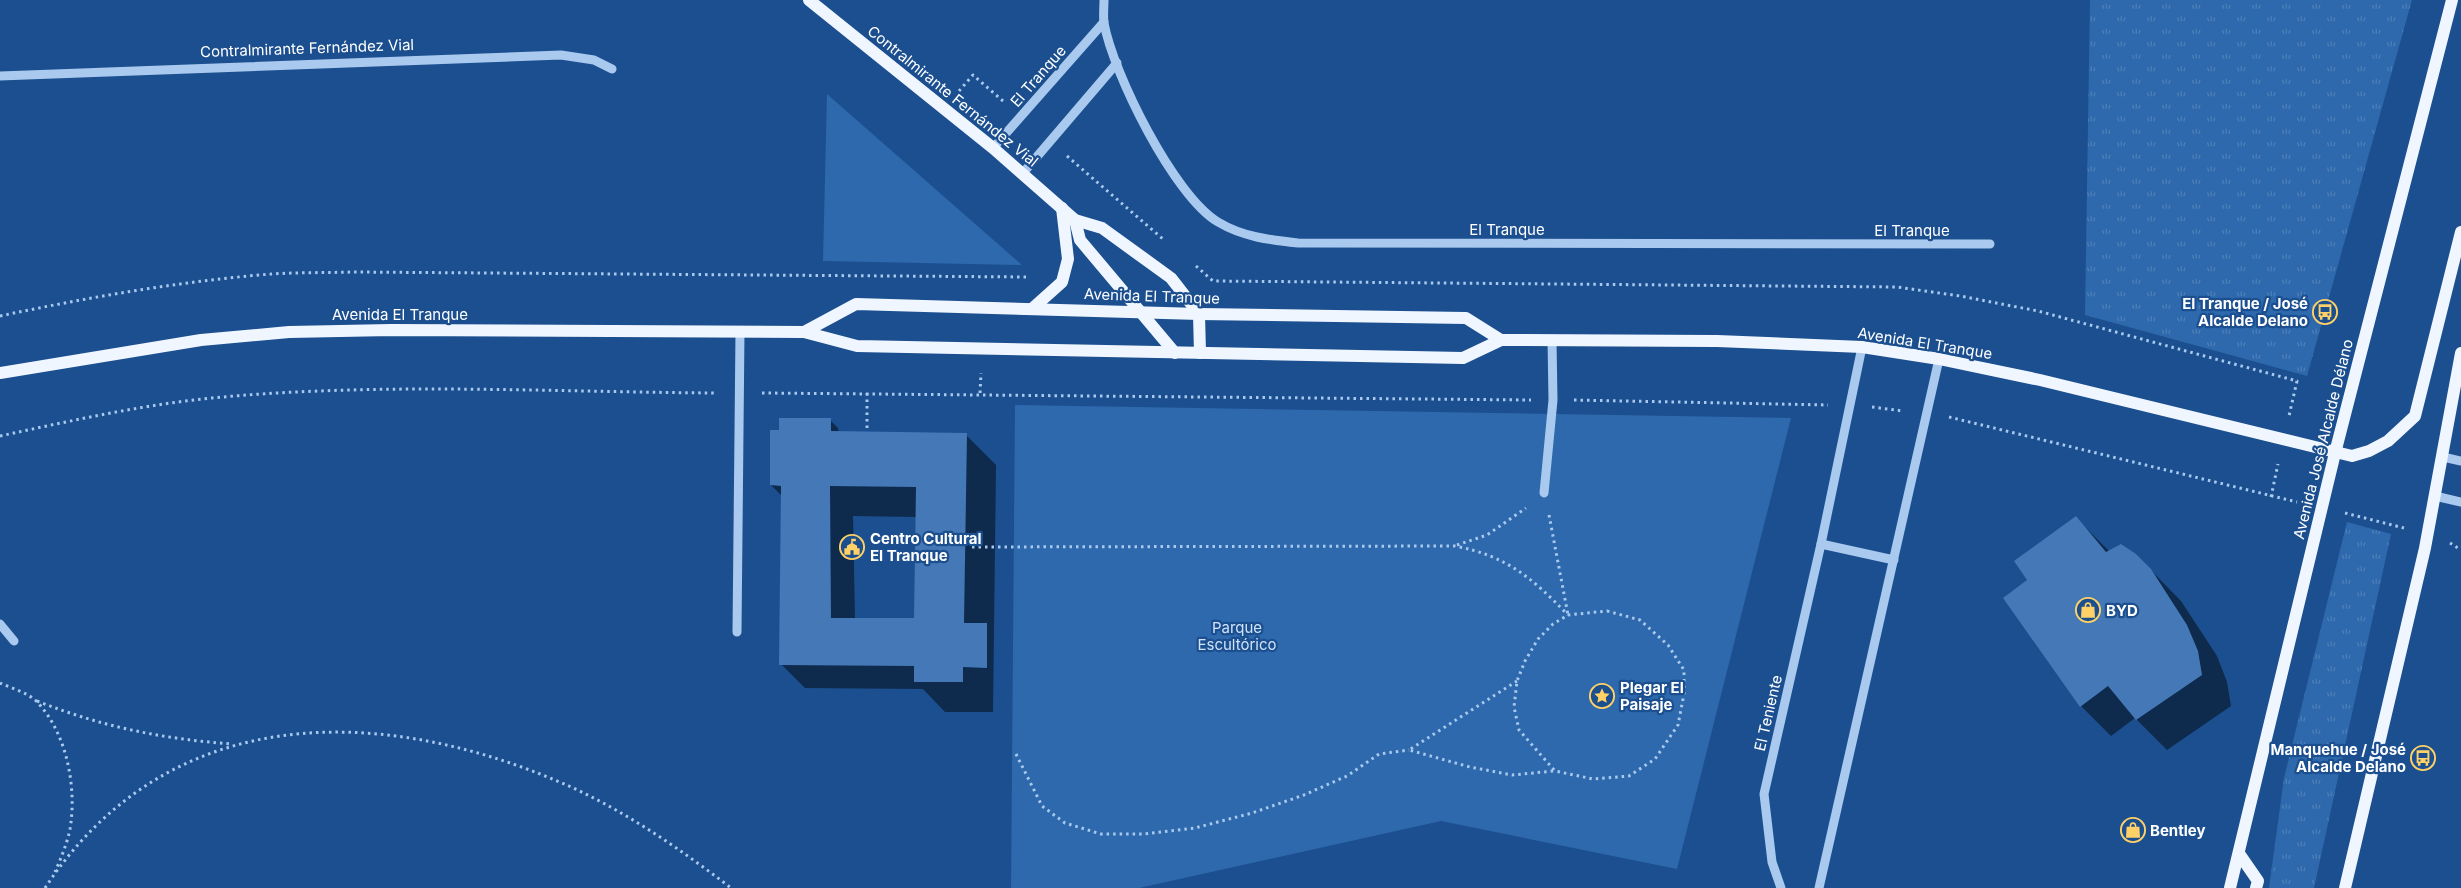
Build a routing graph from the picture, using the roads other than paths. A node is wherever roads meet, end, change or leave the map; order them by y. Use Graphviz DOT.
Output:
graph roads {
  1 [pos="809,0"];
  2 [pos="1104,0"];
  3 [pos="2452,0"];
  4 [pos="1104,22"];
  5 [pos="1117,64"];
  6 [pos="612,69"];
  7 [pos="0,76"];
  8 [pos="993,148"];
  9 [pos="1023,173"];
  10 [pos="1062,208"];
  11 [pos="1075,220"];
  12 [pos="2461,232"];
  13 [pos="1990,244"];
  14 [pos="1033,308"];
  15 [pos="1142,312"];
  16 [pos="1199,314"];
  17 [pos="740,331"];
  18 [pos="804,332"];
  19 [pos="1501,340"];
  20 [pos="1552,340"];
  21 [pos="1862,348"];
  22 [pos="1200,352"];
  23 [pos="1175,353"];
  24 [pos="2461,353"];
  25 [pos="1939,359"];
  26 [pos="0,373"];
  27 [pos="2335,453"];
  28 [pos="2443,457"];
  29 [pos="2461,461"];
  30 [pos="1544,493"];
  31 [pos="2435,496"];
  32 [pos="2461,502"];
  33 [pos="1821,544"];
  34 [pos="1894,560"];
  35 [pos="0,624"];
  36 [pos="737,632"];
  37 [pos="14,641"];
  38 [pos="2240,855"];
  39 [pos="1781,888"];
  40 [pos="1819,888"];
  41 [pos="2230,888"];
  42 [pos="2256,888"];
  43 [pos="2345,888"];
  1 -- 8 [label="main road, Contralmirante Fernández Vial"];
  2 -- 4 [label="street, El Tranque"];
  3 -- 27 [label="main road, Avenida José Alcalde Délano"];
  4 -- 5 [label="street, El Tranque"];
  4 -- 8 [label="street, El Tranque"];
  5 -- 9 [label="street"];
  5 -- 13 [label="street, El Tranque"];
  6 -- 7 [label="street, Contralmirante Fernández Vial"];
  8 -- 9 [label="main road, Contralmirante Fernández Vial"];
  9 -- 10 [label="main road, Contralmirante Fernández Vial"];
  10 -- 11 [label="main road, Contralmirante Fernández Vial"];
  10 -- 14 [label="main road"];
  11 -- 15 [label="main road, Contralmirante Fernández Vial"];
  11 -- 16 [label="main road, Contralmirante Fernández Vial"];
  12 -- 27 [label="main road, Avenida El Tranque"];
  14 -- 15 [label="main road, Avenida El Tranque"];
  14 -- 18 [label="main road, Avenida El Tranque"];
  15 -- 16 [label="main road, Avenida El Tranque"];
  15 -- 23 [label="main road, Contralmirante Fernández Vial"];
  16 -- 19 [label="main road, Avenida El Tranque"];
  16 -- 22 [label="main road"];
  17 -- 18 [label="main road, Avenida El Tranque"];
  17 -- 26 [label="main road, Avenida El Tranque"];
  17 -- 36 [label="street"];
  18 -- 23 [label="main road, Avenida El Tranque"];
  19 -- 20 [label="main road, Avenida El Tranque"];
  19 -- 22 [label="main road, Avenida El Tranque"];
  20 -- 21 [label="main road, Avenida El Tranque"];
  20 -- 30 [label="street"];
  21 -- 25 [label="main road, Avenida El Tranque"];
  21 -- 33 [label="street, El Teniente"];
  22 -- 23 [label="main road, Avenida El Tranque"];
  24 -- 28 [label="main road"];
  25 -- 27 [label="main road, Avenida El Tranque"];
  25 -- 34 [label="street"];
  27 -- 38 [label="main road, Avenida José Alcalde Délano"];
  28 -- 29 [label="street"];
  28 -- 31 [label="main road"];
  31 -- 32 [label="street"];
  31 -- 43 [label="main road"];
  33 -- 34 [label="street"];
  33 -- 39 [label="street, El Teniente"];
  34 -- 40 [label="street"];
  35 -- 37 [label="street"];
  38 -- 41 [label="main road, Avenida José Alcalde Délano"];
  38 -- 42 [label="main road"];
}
§
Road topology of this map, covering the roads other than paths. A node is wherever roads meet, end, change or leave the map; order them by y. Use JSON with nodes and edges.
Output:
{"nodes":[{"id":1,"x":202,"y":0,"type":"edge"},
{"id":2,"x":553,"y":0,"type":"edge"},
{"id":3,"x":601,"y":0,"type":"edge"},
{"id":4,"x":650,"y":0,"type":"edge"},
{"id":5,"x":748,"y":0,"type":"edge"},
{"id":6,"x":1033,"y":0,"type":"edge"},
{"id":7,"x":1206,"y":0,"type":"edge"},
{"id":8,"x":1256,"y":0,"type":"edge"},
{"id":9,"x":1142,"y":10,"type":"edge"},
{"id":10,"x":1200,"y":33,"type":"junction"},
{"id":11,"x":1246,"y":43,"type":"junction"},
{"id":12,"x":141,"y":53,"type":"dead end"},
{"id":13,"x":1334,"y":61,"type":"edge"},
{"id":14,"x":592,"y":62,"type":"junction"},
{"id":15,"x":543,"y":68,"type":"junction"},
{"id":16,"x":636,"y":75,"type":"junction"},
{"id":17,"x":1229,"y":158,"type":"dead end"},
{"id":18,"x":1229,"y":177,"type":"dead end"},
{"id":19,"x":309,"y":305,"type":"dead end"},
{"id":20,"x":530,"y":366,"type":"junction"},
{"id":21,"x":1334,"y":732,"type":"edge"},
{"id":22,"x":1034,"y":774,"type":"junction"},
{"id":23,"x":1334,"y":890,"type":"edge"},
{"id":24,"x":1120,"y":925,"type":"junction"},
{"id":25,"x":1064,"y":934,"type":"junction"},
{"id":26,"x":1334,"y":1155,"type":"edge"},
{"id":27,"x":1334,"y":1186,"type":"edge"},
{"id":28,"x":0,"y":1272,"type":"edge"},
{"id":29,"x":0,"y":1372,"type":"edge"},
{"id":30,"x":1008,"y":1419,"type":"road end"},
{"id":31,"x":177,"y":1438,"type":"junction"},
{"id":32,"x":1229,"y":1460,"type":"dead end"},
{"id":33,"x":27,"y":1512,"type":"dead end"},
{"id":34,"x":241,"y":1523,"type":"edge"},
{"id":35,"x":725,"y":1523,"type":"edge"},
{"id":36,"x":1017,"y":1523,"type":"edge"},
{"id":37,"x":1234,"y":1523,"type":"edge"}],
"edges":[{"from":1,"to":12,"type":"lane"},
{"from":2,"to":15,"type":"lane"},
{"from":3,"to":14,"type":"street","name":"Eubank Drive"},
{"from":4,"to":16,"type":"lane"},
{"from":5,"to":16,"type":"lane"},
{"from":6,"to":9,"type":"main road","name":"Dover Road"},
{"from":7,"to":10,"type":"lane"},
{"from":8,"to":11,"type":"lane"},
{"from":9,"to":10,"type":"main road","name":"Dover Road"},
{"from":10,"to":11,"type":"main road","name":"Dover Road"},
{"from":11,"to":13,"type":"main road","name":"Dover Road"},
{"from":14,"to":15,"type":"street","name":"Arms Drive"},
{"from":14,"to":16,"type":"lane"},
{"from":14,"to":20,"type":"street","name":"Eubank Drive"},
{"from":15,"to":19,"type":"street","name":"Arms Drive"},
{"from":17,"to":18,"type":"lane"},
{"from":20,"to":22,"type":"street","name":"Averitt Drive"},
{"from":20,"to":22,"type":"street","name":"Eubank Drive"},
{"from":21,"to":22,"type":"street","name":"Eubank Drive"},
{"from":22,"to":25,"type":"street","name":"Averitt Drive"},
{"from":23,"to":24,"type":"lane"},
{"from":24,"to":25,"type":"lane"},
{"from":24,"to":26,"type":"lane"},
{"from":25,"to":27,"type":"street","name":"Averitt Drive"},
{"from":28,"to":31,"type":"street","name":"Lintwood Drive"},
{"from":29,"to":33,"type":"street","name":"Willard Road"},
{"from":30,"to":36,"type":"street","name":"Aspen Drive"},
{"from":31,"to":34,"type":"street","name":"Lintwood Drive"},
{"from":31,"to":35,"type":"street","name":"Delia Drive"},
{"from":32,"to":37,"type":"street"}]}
§
#### DIRECTIONS:
Your reply should hold every line from the data that contains "Averitt", copied in full.

#### REPLY:
{"from":20,"to":22,"type":"street","name":"Averitt Drive"},
{"from":22,"to":25,"type":"street","name":"Averitt Drive"},
{"from":25,"to":27,"type":"street","name":"Averitt Drive"},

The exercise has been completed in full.